FE Trustnet finds out whether any IA UK All Companies and IA UK Equity Income funds have been able to make positive returns when the FTSE All Share has sold off.

By Gary Jackson,

Editor, FE Trustnet

Invesco Perpetual’s equity income strategies, Fidelity Special Situations and Rathbone Income are some of the UK equity funds that have held up best when the UK market has sold off, FE Trustnet research suggests.

The current market volatility, sparked by a range of issues such as the US/China trade spat, rising US interest rates and Brexit, has reminded investors that – despite some years of relatively easy double-digit gains – markets do not always rise relentlessly and one eye needs to be kept on downside protection.

In light of this, FE Trustnet attempted to find out which funds from the IA UK All Companies and IA UK Equity Income sectors had managed to make money when the FTSE All Share posted a negative quarter.

 

Source: FE Analytics

After reviewing performance in the 75 quarters spanning 1 January 2000 through to 30 September 2018, we found that the FTSE All Share made a negative return in 27 of them. The average fall in these quarters stands at 5.72 per cent while it lost 19.64 per cent in the summer of 2002, its worst three-month period.
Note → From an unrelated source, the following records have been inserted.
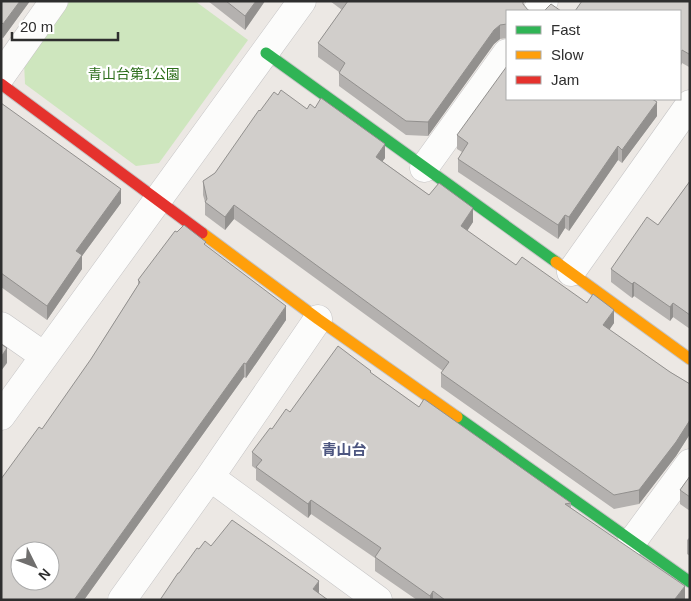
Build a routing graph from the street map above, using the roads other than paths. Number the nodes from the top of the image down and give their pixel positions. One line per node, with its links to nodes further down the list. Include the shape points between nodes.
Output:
1 (54, 1): 5 (street)
2 (302, 1): 3 (street)
3 (266, 53): 8 (street); 9 (street)
4 (506, 54): 8 (street)
5 (1, 76)
6 (1, 84): 9 (street)
7 (690, 104): 10 (street)
8 (424, 168): 10 (street)
9 (157, 199): 11 (street); 13 (street)
10 (571, 272): 14 (street)
11 (318, 319): 17 (street); 18 (street)
12 (1, 326): 13 (street)
13 (44, 356): 15 (street)
14 (690, 359)
15 (1, 416)
16 (690, 462): 18 (street)
17 (210, 477): 20 (street); 21 (street)
18 (632, 542): 19 (street)
19 (690, 582)
20 (122, 600)
21 (378, 600)

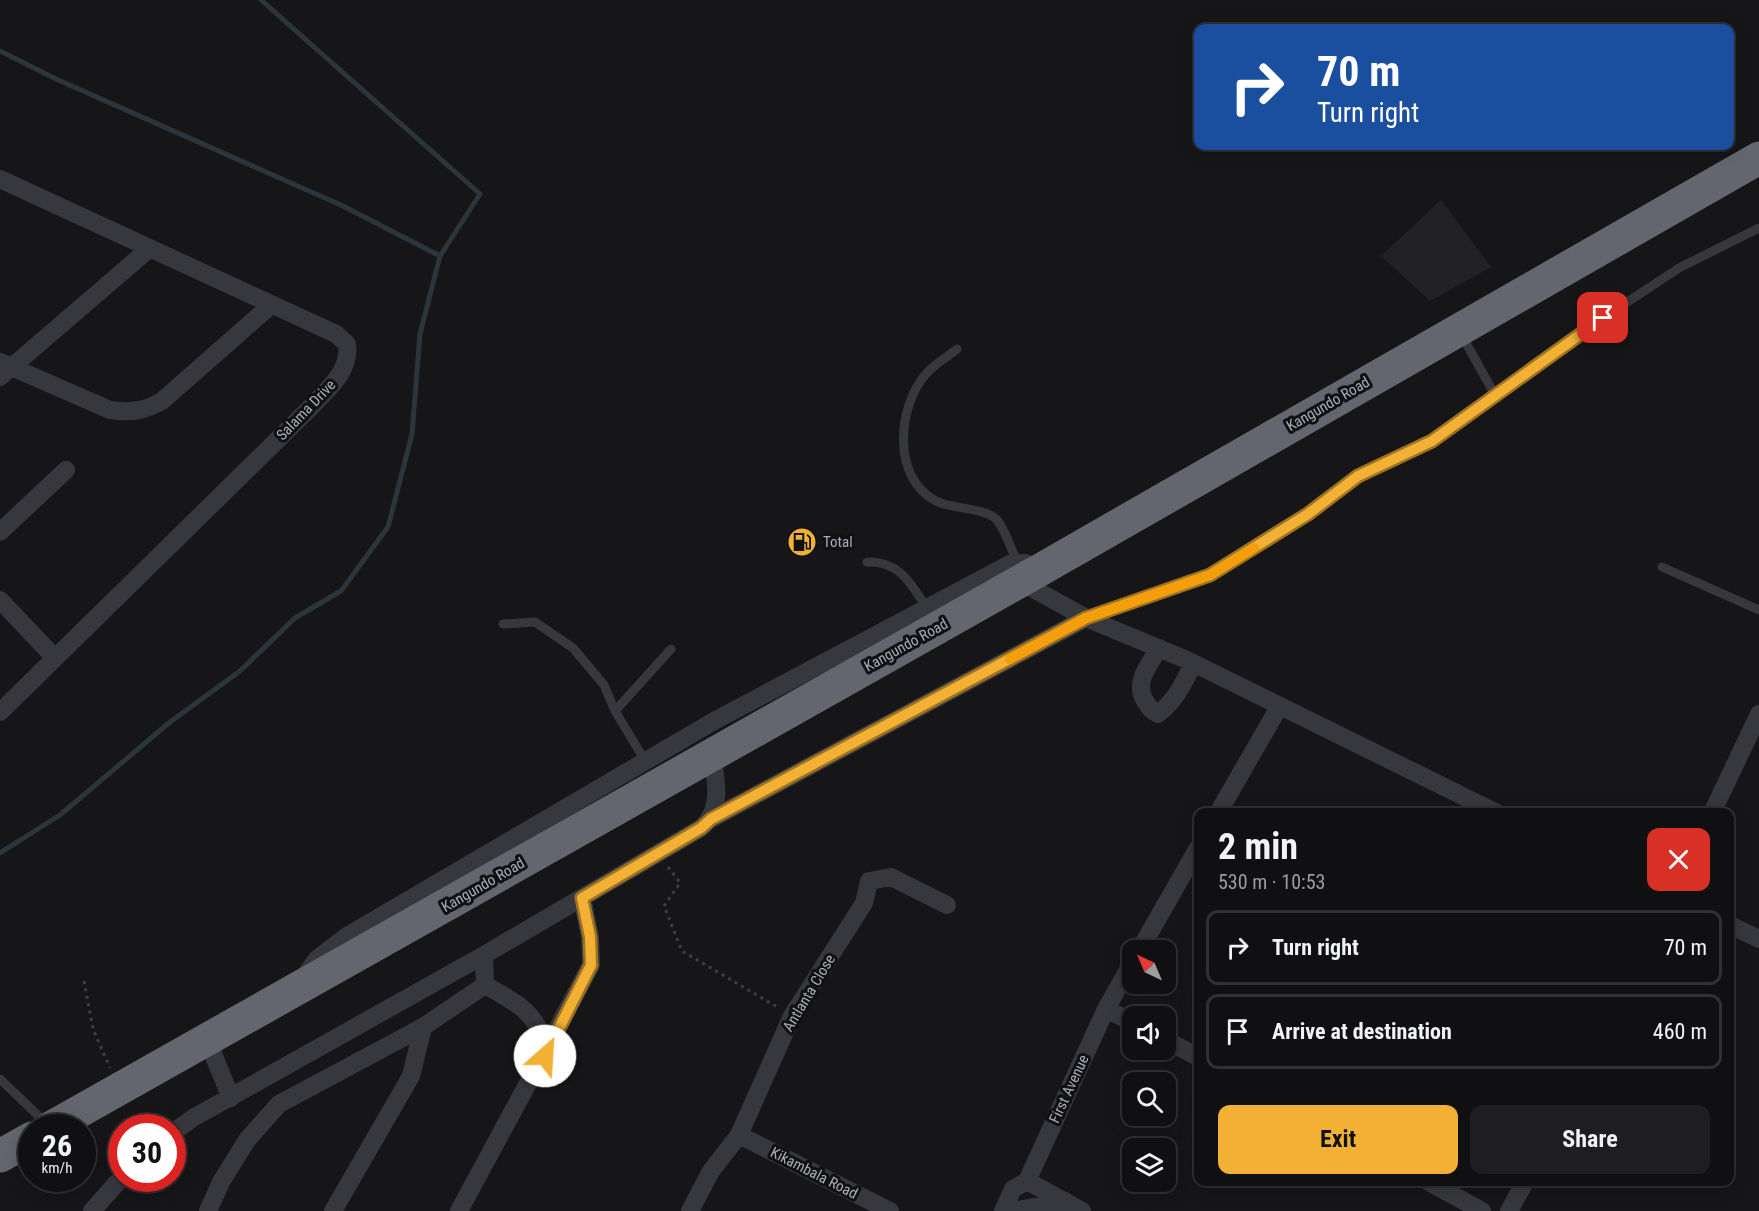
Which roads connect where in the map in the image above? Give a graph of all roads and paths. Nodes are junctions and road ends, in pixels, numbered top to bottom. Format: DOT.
graph roads {
  1 [pos="1759,158"];
  2 [pos="0,179"];
  3 [pos="1759,228"];
  4 [pos="149,249"];
  5 [pos="271,305"];
  6 [pos="1458,329"];
  7 [pos="957,349"];
  8 [pos="4,368"];
  9 [pos="1497,397"];
  10 [pos="66,470"];
  11 [pos="0,532"];
  12 [pos="867,562"];
  13 [pos="1662,567"];
  14 [pos="1025,571"];
  15 [pos="0,600"];
  16 [pos="927,608"];
  17 [pos="1759,610"];
  18 [pos="1086,618"];
  19 [pos="503,624"];
  20 [pos="1159,648"];
  21 [pos="671,649"];
  22 [pos="55,658"];
  23 [pos="1193,663"];
  24 [pos="1279,707"];
  25 [pos="615,711"];
  26 [pos="0,712"];
  27 [pos="1758,720"];
  28 [pos="712,755"];
  29 [pos="651,773"];
  30 [pos="1221,808"];
  31 [pos="1487,808"];
  32 [pos="1714,808"];
  33 [pos="711,819"];
  34 [pos="658,854"];
  35 [pos="1194,855"];
  36 [pos="582,898"];
  37 [pos="947,904"];
  38 [pos="1734,927"];
  39 [pos="1759,939"];
  40 [pos="1145,940"];
  41 [pos="484,955"];
  42 [pos="84,981"];
  43 [pos="1122,981"];
  44 [pos="485,985"];
  45 [pos="1106,1009"];
  46 [pos="792,1016"];
  47 [pos="1122,1017"];
  48 [pos="423,1027"];
  49 [pos="207,1039"];
  50 [pos="1176,1045"];
  51 [pos="548,1048"];
  52 [pos="1194,1055"];
  53 [pos="0,1078"];
  54 [pos="119,1089"];
  55 [pos="231,1098"];
  56 [pos="37,1114"];
  57 [pos="75,1114"];
  58 [pos="186,1123"];
  59 [pos="739,1135"];
  60 [pos="18,1146"];
  61 [pos="0,1156"];
  62 [pos="1027,1181"];
  63 [pos="1436,1186"];
  64 [pos="1523,1186"];
  65 [pos="109,1192"];
  66 [pos="1065,1201"];
  67 [pos="92,1211"];
  68 [pos="208,1211"];
  69 [pos="333,1211"];
  70 [pos="459,1211"];
  71 [pos="690,1211"];
  72 [pos="890,1211"];
  73 [pos="1003,1211"];
  74 [pos="1013,1211"];
  75 [pos="1082,1211"];
  76 [pos="1482,1211"];
  77 [pos="1509,1211"];
  1 -- 6 [label="highway, Kangundo Road"];
  2 -- 4 [label="street, Salama Drive"];
  3 -- 9 [label="lane"];
  4 -- 5 [label="street, Salama Drive"];
  4 -- 8 [label="street"];
  5 -- 8 [label="street"];
  5 -- 22 [label="street, Salama Drive"];
  6 -- 9 [label="lane"];
  6 -- 14 [label="highway, Kangundo Road"];
  7 -- 14 [label="lane"];
  9 -- 18 [label="lane"];
  10 -- 11 [label="street"];
  12 -- 16 [label="lane"];
  13 -- 17 [label="lane"];
  14 -- 16 [label="street"];
  14 -- 18 [label="street"];
  14 -- 28 [label="highway, Kangundo Road"];
  15 -- 22 [label="street"];
  16 -- 29 [label="street"];
  18 -- 20 [label="street"];
  18 -- 33 [label="street"];
  19 -- 25 [label="lane"];
  20 -- 23 [label="street"];
  20 -- 23 [label="street"];
  21 -- 25 [label="lane"];
  22 -- 26 [label="street, Salama Drive"];
  23 -- 24 [label="street"];
  24 -- 30 [label="street"];
  24 -- 31 [label="street"];
  25 -- 29 [label="lane"];
  27 -- 32 [label="street"];
  28 -- 29 [label="highway, Kangundo Road"];
  28 -- 33 [label="street"];
  29 -- 49 [label="highway, Kangundo Road"];
  33 -- 34 [label="street"];
  34 -- 36 [label="street"];
  34 -- 46 [label="path"];
  35 -- 40 [label="street"];
  36 -- 41 [label="street"];
  36 -- 51 [label="street"];
  37 -- 46 [label="street, Antlanta Close"];
  38 -- 39 [label="street"];
  41 -- 44 [label="street"];
  41 -- 55 [label="street"];
  42 -- 54 [label="path"];
  43 -- 45 [label="street, First Avenue"];
  44 -- 48 [label="street"];
  44 -- 51 [label="street"];
  45 -- 47 [label="street"];
  45 -- 62 [label="street, First Avenue"];
  46 -- 59 [label="street, Antlanta Close"];
  48 -- 68 [label="street"];
  48 -- 69 [label="street"];
  49 -- 54 [label="highway, Kangundo Road"];
  49 -- 55 [label="street"];
  50 -- 52 [label="street"];
  51 -- 70 [label="street"];
  53 -- 56 [label="lane"];
  54 -- 57 [label="highway, Kangundo Road"];
  55 -- 58 [label="street"];
  59 -- 71 [label="street, Antlanta Close"];
  59 -- 72 [label="street, Kikambala Road"];
  60 -- 61 [label="highway"];
  62 -- 66 [label="street"];
  62 -- 73 [label="street, First Avenue"];
  63 -- 76 [label="street"];
  64 -- 77 [label="street"];
  65 -- 67 [label="street"];
  66 -- 74 [label="street"];
  66 -- 75 [label="street"];
}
As would be expected, none of the funds in the two sectors were able to make positive returns in all of the quarters when the FTSE All Share index sold off. However, some have done better than might be expected, given the sectors’ overwhelming focus on the UK stock market.

Looking at the 134 funds with a track record that goes back to at least 1 January 2000, just nine funds have made a positive return in more than 25 per cent of the FTSE All Share’s down quarters. In total, 32 have dodged the market’s sell off in over 20 per cent of the quarters.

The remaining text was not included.